The state in which we work, talk, imagine ourselves conscious beings and so forth — we ordinarily call ‘waking consciousness’ or ‘clear consciousness’ — but really it should be called ‘waking sleep’ or ‘relative consciousness’. In the state of sleep we can have glimpses of relative consciousness.
In the state of relative consciousness we can have glimpses of self-consciousness. But if we want to have more prolonged periods of self-consciousness and not merely glimpses, we must understand that they cannot come by themselves. They need will action.
This means that frequency and duration of moments of self-consciousness depend on the command one has over oneself. So it means too that consciousness and will are almost one and the same thing, or in any case, aspects of the same thing.
At this point it must be understood that the first obstacle in the way of the development of self-consciousness in man is his conviction that he already possesses self-consciousness, or at any rate that he can have it at any time he likes. It is very difficult to persuade a man that he is not conscious, and cannot be conscious, at will.
It is particularly difficult because here nature plays a very funny trick. If you ask a man if he is conscious, or if you say to him that he is not conscious, he will answer that he is conscious and that it is absurd to say that he is not, because he hears and understands you.
And he will be quite right, although at the same time quite wrong.
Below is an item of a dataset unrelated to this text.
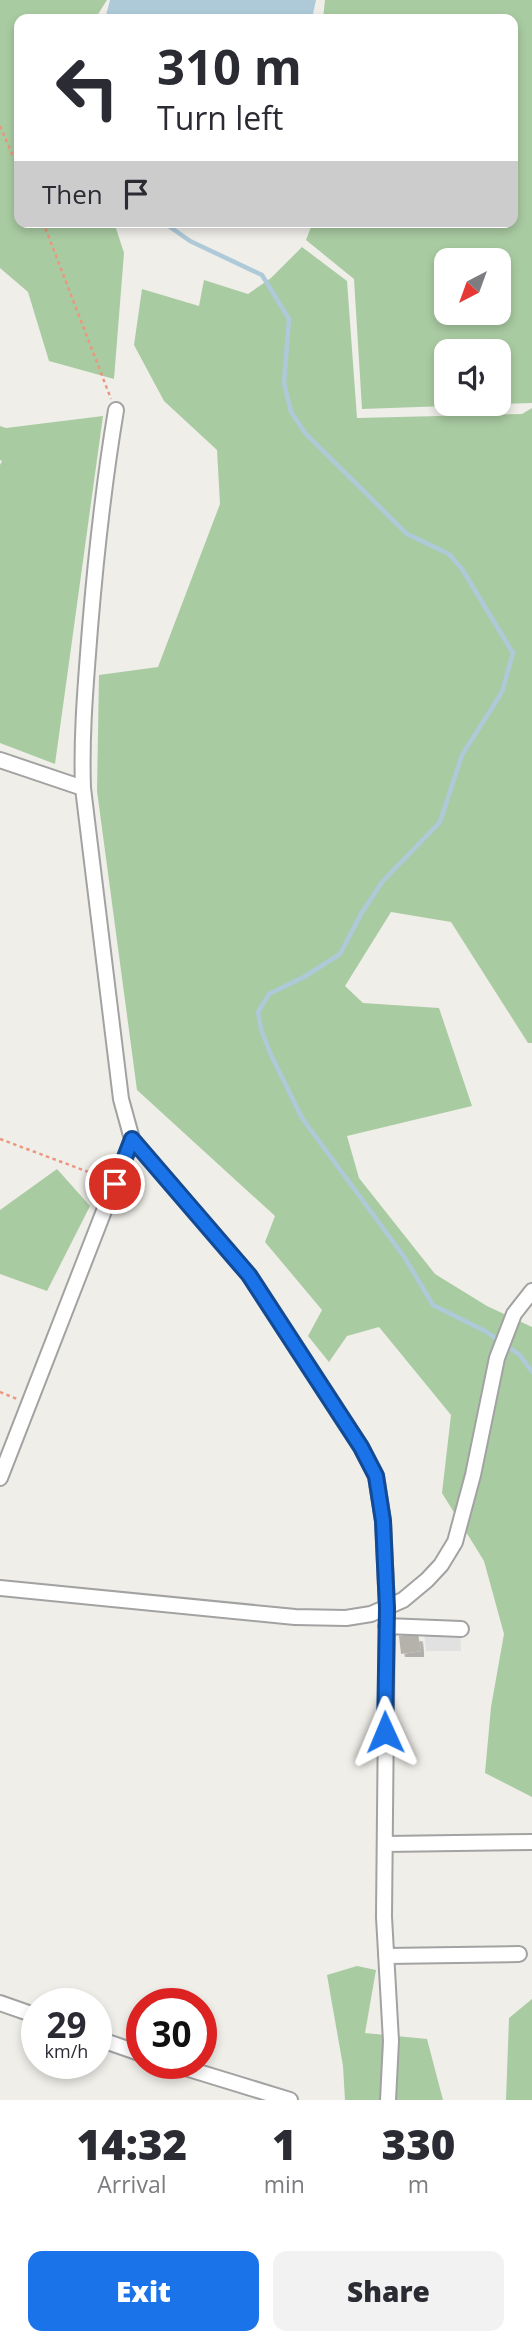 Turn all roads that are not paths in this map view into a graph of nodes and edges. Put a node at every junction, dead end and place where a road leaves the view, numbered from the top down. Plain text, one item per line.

This is nature’s trick. He will be quite right because your question or your remark has made him vaguely conscious for a moment. Next moment consciousness will disappear. But he will remember what you said and what he answered, and he will certainly consider himself conscious. In reality, acquiring self-consciousness means long and hard work.
How can a man agree to this work if he thinks he already possesses the very thing which is promised him as the result of long and hard work? Naturally a man will not begin this work and will not consider it necessary until he becomes convinced that he possesses neither self-consciousness nor all that is connected with it, that is to say, unity or individuality, permanent ‘I’ and will.
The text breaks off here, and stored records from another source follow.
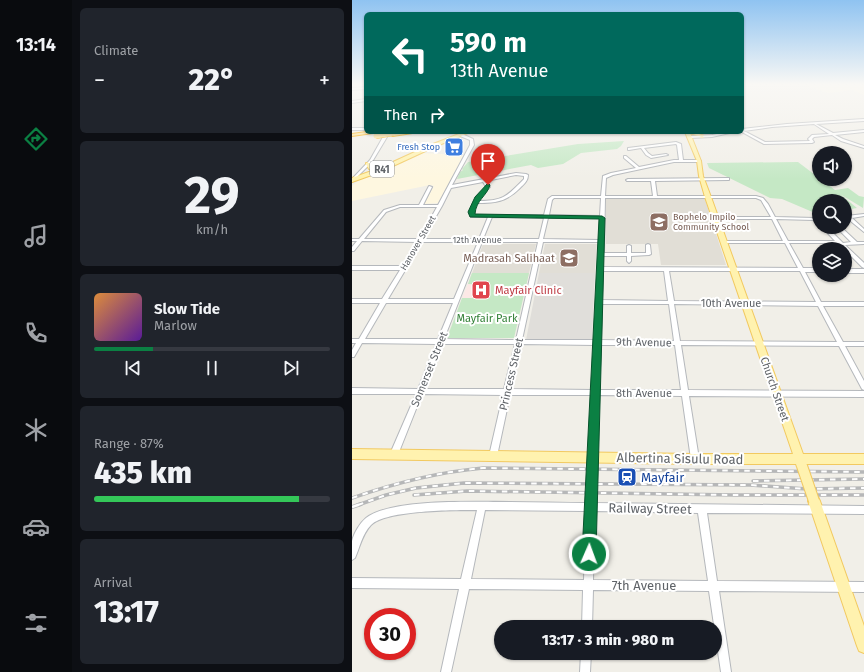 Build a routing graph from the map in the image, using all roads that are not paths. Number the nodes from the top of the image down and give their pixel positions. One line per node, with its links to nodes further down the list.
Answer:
1 (864, 120): 2 (street)
2 (815, 124): 5 (street); 15 (street)
3 (364, 129): 4 (street)
4 (352, 130)
5 (744, 131)
6 (864, 131): 15 (street)
7 (744, 132): 15 (street)
8 (375, 134): 10 (highway, bridge); 16 (highway); 20 (highway)
9 (383, 134): 30 (street)
10 (393, 134)
11 (465, 134): 17 (main road, R41)
12 (471, 134): 19 (main road)
13 (689, 134): 18 (main road); 29 (main road, Church Street)
14 (717, 134): 18 (street)
15 (831, 134): 23 (street)
16 (352, 135)
17 (462, 135): 19 (street); 31 (main road, R41)
18 (702, 136)
19 (470, 139): 40 (street, Hanover Street)
20 (352, 140)
21 (662, 144): 22 (street); 25 (street); 27 (street)
22 (642, 147): 24 (street); 25 (street)
23 (864, 147)
24 (629, 149)
25 (666, 155): 28 (street)
26 (625, 158): 32 (street)
27 (681, 160): 28 (street); 29 (street)
28 (674, 161): 32 (street)
29 (699, 161): 33 (main road, Church Street)
30 (368, 164): 31 (main road); 35 (street)
31 (386, 168): 35 (main road, R41)
32 (638, 168): 41 (street)
33 (702, 179): 34 (street); 38 (street); 43 (main road, Church Street)
34 (728, 179)
35 (353, 180)
36 (484, 180): 40 (street); 44 (street); 44 (street)
37 (628, 180): 38 (street)
38 (653, 180): 42 (street)
39 (430, 187): 45 (street)
40 (450, 187): 46 (street, Hanover Street)
41 (603, 197): 42 (street); 50 (street, Princess Street); 51 (street)
42 (656, 197): 43 (street)
43 (708, 197): 52 (main road, Church Street); 53 (street)
44 (476, 202): 49 (street)
45 (420, 206): 46 (street); 60 (street)
46 (440, 206): 61 (street, Hanover Street)
47 (864, 215): 48 (street)
48 (852, 216)
49 (490, 217): 50 (street); 62 (street, Somerset Street)
50 (546, 217): 51 (street); 63 (street, Princess Street)
51 (602, 218): 64 (street)
52 (716, 218): 53 (street); 65 (main road, Church Street)
53 (774, 218): 54 (street); 66 (street)
54 (812, 219)
55 (852, 222): 56 (street)
56 (864, 231)
57 (831, 234): 68 (street)
58 (845, 234): 70 (street)
59 (352, 240): 60 (street, 12th Avenue)
60 (360, 240): 61 (street, 12th Avenue); 73 (street)
61 (420, 240): 62 (street, 12th Avenue); 82 (street, Hanover Street)
62 (480, 240): 63 (street, 12th Avenue); 92 (street, Somerset Street)
63 (541, 241): 64 (street, 12th Avenue); 101 (street, Princess Street)
64 (601, 241): 77 (street)
65 (724, 242): 66 (street); 85 (main road, Church Street)
66 (787, 242): 67 (street); 86 (street)
67 (812, 242)
68 (840, 242)
69 (864, 242): 70 (street)
70 (855, 243)
71 (648, 245): 75 (street)
72 (629, 246): 74 (street)
73 (352, 250)
74 (629, 254): 75 (street); 77 (street); 78 (street)
75 (649, 254): 79 (street)
76 (852, 254): 80 (street)
77 (601, 255): 83 (street)
78 (629, 261)
79 (650, 262)
80 (864, 266)
81 (352, 268): 82 (street)
82 (404, 268): 91 (street, Hanover Street)
83 (600, 269): 84 (street); 93 (street)
84 (666, 269): 85 (street); 94 (street)
85 (734, 270): 86 (street); 95 (main road, Church Street)
86 (802, 270): 87 (street); 96 (street)
87 (812, 270)
88 (852, 271): 89 (street)
89 (864, 271)
90 (352, 300): 91 (street)
91 (384, 300): 92 (street); 98 (street, Hanover Street)
92 (456, 301): 100 (street, Somerset Street)
93 (599, 302): 94 (street, 10th Avenue); 102 (street)
94 (672, 303): 95 (street, 10th Avenue); 103 (street)
95 (745, 303): 96 (street, 10th Avenue); 104 (main road, Church Street)
96 (819, 304): 97 (street, 10th Avenue); 105 (street)
97 (864, 304)
98 (361, 340): 99 (street, 9th Avenue); 100 (street, 9th Avenue); 107 (street, Hanover Street)
99 (352, 341)
100 (440, 342): 101 (street, 9th Avenue); 110 (street, Somerset Street)
101 (518, 342): 102 (street, 9th Avenue); 111 (street, Princess Street)
102 (597, 342): 103 (street, 9th Avenue); 112 (street)
103 (677, 343): 104 (street, 9th Avenue); 113 (street)
104 (759, 344): 105 (street, 9th Avenue); 115 (main road, Church Street)
105 (841, 344): 106 (street, 9th Avenue); 108 (street)
106 (864, 344)
107 (352, 355)
108 (864, 387)
109 (352, 391): 110 (street, 8th Avenue)
110 (420, 392): 111 (street, 8th Avenue); 117 (street, Somerset Street)
111 (507, 392): 112 (street, 8th Avenue); 118 (street, Princess Street)
112 (596, 392): 113 (street, 8th Avenue); 121 (street)
113 (685, 393): 115 (street, 8th Avenue); 119 (street)
114 (864, 394): 115 (street, 8th Avenue)
115 (778, 395): 122 (main road, Church Street)
116 (352, 454): 117 (main road, Albertina Sisulu Road)
117 (394, 454): 118 (main road, Albertina Sisulu Road)
118 (493, 456): 121 (main road, Albertina Sisulu Road)
119 (695, 459): 121 (main road, Albertina Sisulu Road); 122 (main road, Albertina Sisulu Road)
120 (864, 459): 122 (main road, Albertina Sisulu Road)
121 (593, 462): 123 (street, bridge)
122 (801, 463): 124 (main road, Church Street, bridge)
123 (591, 503): 125 (street, Railway Street); 126 (street, Railway Street); 131 (street)
124 (816, 505): 126 (street, Railway Street); 127 (street, Railway Street); 133 (main road, Church Street)
125 (482, 506): 128 (street, Railway Street); 130 (street)
126 (702, 508): 132 (street)
127 (864, 510)
128 (352, 555)
129 (352, 583): 130 (street, 7th Avenue)
130 (465, 584): 131 (street, 7th Avenue); 138 (street)
131 (588, 585): 132 (street, 7th Avenue); 135 (street)
132 (714, 586): 133 (street, 7th Avenue); 140 (street)
133 (844, 587): 134 (street, 7th Avenue); 136 (main road, Church Street)
134 (864, 587)
135 (587, 620)
136 (864, 646)
137 (586, 660): 139 (street)
138 (446, 672)
139 (585, 672)
140 (726, 672)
This is the chief point in work upon oneself. If one realizes that all the difficulties in the work depend on the fact that one cannot remember oneself, one already knows what one must do. One must try to remember oneself. In order to do this one must struggle with mechanical thoughts and one must struggle with imagination.
If one does this conscientiously and persistently one will see results in a comparatively short time. But one must not think that it is easy or that one can master this practice immediately. Self-remembering, as it is called, is a very difficult thing to learn to practice.
We cannot become conscious at will, at the moment when we want to, because we have no command over states of consciousness. And if we start remembering ourselves by the special construction of our thoughts, that is, by the realization that we do not remember ourselves; that no one remembers himself, and by realizing what this means, this realization will bring us to consciousness.
Excerpted from the book ‘Conscience.’ Pyotr Demianovich Ouspensky was a Russian esotericist known for his expositions of the early work of the Greek-Armenian teacher of esoteric doctrine George Gurdjieff. Ouspensky’s 142nd birth anniversary was observed on March 5.